#### Your objective
Each line of the data must be set down again without a single difference.

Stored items
*** Block opens ***

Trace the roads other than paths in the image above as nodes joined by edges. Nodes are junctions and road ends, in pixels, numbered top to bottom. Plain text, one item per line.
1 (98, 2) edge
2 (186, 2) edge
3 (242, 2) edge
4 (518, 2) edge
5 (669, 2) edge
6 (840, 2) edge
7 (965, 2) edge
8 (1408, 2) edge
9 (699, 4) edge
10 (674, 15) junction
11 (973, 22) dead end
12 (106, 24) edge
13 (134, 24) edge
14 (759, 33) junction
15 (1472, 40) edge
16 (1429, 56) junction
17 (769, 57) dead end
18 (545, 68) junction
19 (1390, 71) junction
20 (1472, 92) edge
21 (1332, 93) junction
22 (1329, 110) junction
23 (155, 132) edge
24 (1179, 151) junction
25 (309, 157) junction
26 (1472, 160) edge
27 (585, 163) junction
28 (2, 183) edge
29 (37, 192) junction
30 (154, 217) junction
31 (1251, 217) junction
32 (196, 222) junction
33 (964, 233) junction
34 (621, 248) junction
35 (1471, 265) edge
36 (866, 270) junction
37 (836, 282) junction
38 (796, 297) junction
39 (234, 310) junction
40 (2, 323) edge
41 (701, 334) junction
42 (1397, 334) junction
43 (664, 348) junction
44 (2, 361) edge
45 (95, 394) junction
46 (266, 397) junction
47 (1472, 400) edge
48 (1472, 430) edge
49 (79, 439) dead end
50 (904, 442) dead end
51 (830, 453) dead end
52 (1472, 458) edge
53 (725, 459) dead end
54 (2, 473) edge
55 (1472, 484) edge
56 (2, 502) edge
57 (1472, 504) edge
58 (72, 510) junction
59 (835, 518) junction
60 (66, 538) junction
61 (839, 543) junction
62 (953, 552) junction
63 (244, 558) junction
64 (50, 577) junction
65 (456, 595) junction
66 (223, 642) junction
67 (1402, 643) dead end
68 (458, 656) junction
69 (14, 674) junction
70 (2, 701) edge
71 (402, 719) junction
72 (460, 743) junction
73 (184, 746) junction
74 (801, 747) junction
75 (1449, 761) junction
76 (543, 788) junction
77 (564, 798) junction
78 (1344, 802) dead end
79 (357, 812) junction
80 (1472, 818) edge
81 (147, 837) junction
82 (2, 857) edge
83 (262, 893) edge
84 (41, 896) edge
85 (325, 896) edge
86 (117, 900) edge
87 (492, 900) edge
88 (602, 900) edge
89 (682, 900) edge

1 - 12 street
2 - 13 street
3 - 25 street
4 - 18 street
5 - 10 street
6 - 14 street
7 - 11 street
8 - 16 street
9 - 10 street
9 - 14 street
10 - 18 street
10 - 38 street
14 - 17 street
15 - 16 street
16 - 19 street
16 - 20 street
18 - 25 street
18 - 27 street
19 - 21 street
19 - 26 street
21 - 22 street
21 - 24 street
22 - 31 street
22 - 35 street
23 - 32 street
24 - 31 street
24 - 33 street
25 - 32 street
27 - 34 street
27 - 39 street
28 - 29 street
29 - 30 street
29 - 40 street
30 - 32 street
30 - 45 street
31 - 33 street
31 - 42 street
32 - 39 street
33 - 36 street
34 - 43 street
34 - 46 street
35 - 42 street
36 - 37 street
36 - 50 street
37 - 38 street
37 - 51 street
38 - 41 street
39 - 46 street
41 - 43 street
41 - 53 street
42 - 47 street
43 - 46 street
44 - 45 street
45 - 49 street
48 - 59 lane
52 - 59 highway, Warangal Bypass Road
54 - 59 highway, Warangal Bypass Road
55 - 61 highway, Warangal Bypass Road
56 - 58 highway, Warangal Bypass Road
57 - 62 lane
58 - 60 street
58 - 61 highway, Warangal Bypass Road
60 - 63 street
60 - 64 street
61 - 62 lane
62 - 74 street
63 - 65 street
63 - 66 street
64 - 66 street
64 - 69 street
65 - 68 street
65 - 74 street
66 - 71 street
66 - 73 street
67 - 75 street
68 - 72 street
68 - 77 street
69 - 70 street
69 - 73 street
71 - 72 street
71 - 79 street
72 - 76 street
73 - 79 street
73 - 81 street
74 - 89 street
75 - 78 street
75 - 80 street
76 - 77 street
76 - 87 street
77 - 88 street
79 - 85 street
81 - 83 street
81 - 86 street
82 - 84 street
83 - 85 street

*** Block closes ***

#### Your solution
Trace the roads other than paths in the image above as nodes joined by edges. Nodes are junctions and road ends, in pixels, numbered top to bottom. Plain text, one item per line.
1 (98, 2) edge
2 (186, 2) edge
3 (242, 2) edge
4 (518, 2) edge
5 (669, 2) edge
6 (840, 2) edge
7 (965, 2) edge
8 (1408, 2) edge
9 (699, 4) edge
10 (674, 15) junction
11 (973, 22) dead end
12 (106, 24) edge
13 (134, 24) edge
14 (759, 33) junction
15 (1472, 40) edge
16 (1429, 56) junction
17 (769, 57) dead end
18 (545, 68) junction
19 (1390, 71) junction
20 (1472, 92) edge
21 (1332, 93) junction
22 (1329, 110) junction
23 (155, 132) edge
24 (1179, 151) junction
25 (309, 157) junction
26 (1472, 160) edge
27 (585, 163) junction
28 (2, 183) edge
29 (37, 192) junction
30 (154, 217) junction
31 (1251, 217) junction
32 (196, 222) junction
33 (964, 233) junction
34 (621, 248) junction
35 (1471, 265) edge
36 (866, 270) junction
37 (836, 282) junction
38 (796, 297) junction
39 (234, 310) junction
40 (2, 323) edge
41 (701, 334) junction
42 (1397, 334) junction
43 (664, 348) junction
44 (2, 361) edge
45 (95, 394) junction
46 (266, 397) junction
47 (1472, 400) edge
48 (1472, 430) edge
49 (79, 439) dead end
50 (904, 442) dead end
51 (830, 453) dead end
52 (1472, 458) edge
53 (725, 459) dead end
54 (2, 473) edge
55 (1472, 484) edge
56 (2, 502) edge
57 (1472, 504) edge
58 (72, 510) junction
59 (835, 518) junction
60 (66, 538) junction
61 (839, 543) junction
62 (953, 552) junction
63 (244, 558) junction
64 (50, 577) junction
65 (456, 595) junction
66 (223, 642) junction
67 (1402, 643) dead end
68 (458, 656) junction
69 (14, 674) junction
70 (2, 701) edge
71 (402, 719) junction
72 (460, 743) junction
73 (184, 746) junction
74 (801, 747) junction
75 (1449, 761) junction
76 (543, 788) junction
77 (564, 798) junction
78 (1344, 802) dead end
79 (357, 812) junction
80 (1472, 818) edge
81 (147, 837) junction
82 (2, 857) edge
83 (262, 893) edge
84 (41, 896) edge
85 (325, 896) edge
86 (117, 900) edge
87 (492, 900) edge
88 (602, 900) edge
89 (682, 900) edge

1 - 12 street
2 - 13 street
3 - 25 street
4 - 18 street
5 - 10 street
6 - 14 street
7 - 11 street
8 - 16 street
9 - 10 street
9 - 14 street
10 - 18 street
10 - 38 street
14 - 17 street
15 - 16 street
16 - 19 street
16 - 20 street
18 - 25 street
18 - 27 street
19 - 21 street
19 - 26 street
21 - 22 street
21 - 24 street
22 - 31 street
22 - 35 street
23 - 32 street
24 - 31 street
24 - 33 street
25 - 32 street
27 - 34 street
27 - 39 street
28 - 29 street
29 - 30 street
29 - 40 street
30 - 32 street
30 - 45 street
31 - 33 street
31 - 42 street
32 - 39 street
33 - 36 street
34 - 43 street
34 - 46 street
35 - 42 street
36 - 37 street
36 - 50 street
37 - 38 street
37 - 51 street
38 - 41 street
39 - 46 street
41 - 43 street
41 - 53 street
42 - 47 street
43 - 46 street
44 - 45 street
45 - 49 street
48 - 59 lane
52 - 59 highway, Warangal Bypass Road
54 - 59 highway, Warangal Bypass Road
55 - 61 highway, Warangal Bypass Road
56 - 58 highway, Warangal Bypass Road
57 - 62 lane
58 - 60 street
58 - 61 highway, Warangal Bypass Road
60 - 63 street
60 - 64 street
61 - 62 lane
62 - 74 street
63 - 65 street
63 - 66 street
64 - 66 street
64 - 69 street
65 - 68 street
65 - 74 street
66 - 71 street
66 - 73 street
67 - 75 street
68 - 72 street
68 - 77 street
69 - 70 street
69 - 73 street
71 - 72 street
71 - 79 street
72 - 76 street
73 - 79 street
73 - 81 street
74 - 89 street
75 - 78 street
75 - 80 street
76 - 77 street
76 - 87 street
77 - 88 street
79 - 85 street
81 - 83 street
81 - 86 street
82 - 84 street
83 - 85 street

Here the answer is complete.